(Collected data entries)
※ ※ ※

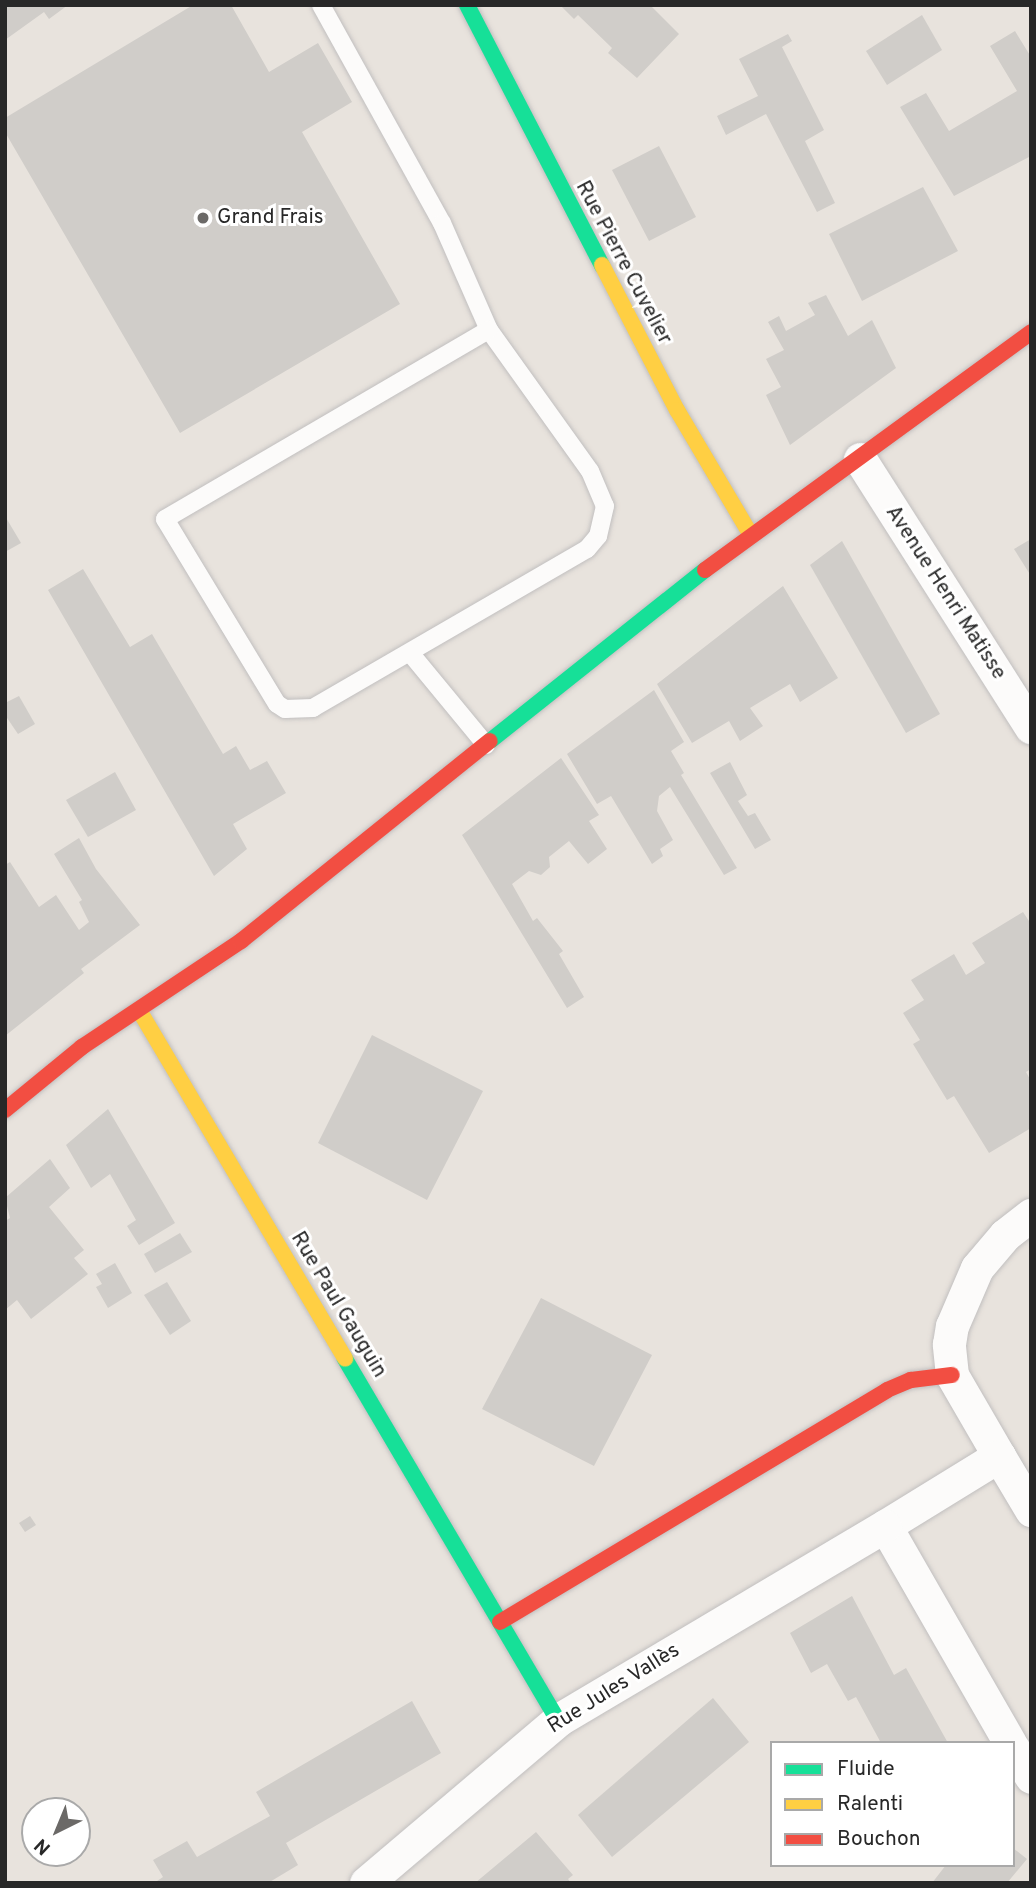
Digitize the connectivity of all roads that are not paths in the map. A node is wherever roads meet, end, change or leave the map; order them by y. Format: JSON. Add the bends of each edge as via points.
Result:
{"nodes":[{"id":1,"x":321,"y":5,"type":"edge"},
{"id":2,"x":467,"y":5,"type":"edge"},
{"id":3,"x":489,"y":330,"type":"junction"},
{"id":4,"x":1031,"y":332,"type":"edge"},
{"id":5,"x":860,"y":459,"type":"junction"},
{"id":6,"x":751,"y":535,"type":"junction"},
{"id":7,"x":411,"y":654,"type":"junction"},
{"id":8,"x":1031,"y":727,"type":"edge"},
{"id":9,"x":486,"y":745,"type":"junction"},
{"id":10,"x":139,"y":1010,"type":"junction"},
{"id":11,"x":5,"y":1110,"type":"edge"},
{"id":12,"x":1031,"y":1215,"type":"edge"},
{"id":13,"x":952,"y":1375,"type":"junction"},
{"id":14,"x":999,"y":1456,"type":"junction"},
{"id":15,"x":1031,"y":1510,"type":"edge"},
{"id":16,"x":885,"y":1526,"type":"junction"},
{"id":17,"x":500,"y":1622,"type":"junction"},
{"id":18,"x":558,"y":1720,"type":"junction"},
{"id":19,"x":1031,"y":1732,"type":"edge"},
{"id":20,"x":1011,"y":1741,"type":"edge"},
{"id":21,"x":1015,"y":1741,"type":"edge"},
{"id":22,"x":1015,"y":1751,"type":"edge"},
{"id":23,"x":1031,"y":1777,"type":"edge"},
{"id":24,"x":366,"y":1883,"type":"edge"}],
"edges":[{"from":1,"to":3,"type":"lane","via":[[442,223]]},
{"from":2,"to":6,"type":"street","name":"Rue Pierre Cuvelier","via":[[677,410]]},
{"from":3,"to":7,"type":"lane","via":[[590,471],[605,506],[602,523],[587,549]]},
{"from":3,"to":7,"type":"lane","via":[[165,519],[277,704],[285,709],[313,708]]},
{"from":4,"to":5,"type":"street"},
{"from":5,"to":6,"type":"street"},
{"from":5,"to":8,"type":"street","name":"Avenue Henri Matisse"},
{"from":6,"to":9,"type":"street"},
{"from":7,"to":9,"type":"lane"},
{"from":9,"to":10,"type":"street","via":[[241,941]]},
{"from":10,"to":11,"type":"street","via":[[82,1047]]},
{"from":10,"to":17,"type":"street","name":"Rue Paul Gauguin"},
{"from":12,"to":13,"type":"street","via":[[990,1251],[965,1292],[952,1326]]},
{"from":13,"to":14,"type":"street"},
{"from":13,"to":17,"type":"street","via":[[911,1380],[887,1390]]},
{"from":14,"to":15,"type":"street"},
{"from":14,"to":16,"type":"street","name":"Rue Jules Vallès"},
{"from":16,"to":18,"type":"street","name":"Rue Jules Vallès"},
{"from":16,"to":20,"type":"street"},
{"from":17,"to":18,"type":"street","name":"Rue Paul Gauguin"},
{"from":18,"to":24,"type":"street","name":"Rue Jules Vallès"},
{"from":19,"to":21,"type":"street"},
{"from":22,"to":23,"type":"street"}]}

※ ※ ※

* HOW TO COMPLETE THIS TASK: Which lines in the data above hold the word "Paul"? Return each of them.

* RESULT OF THE EXERCISE:
{"from":10,"to":17,"type":"street","name":"Rue Paul Gauguin"},
{"from":17,"to":18,"type":"street","name":"Rue Paul Gauguin"},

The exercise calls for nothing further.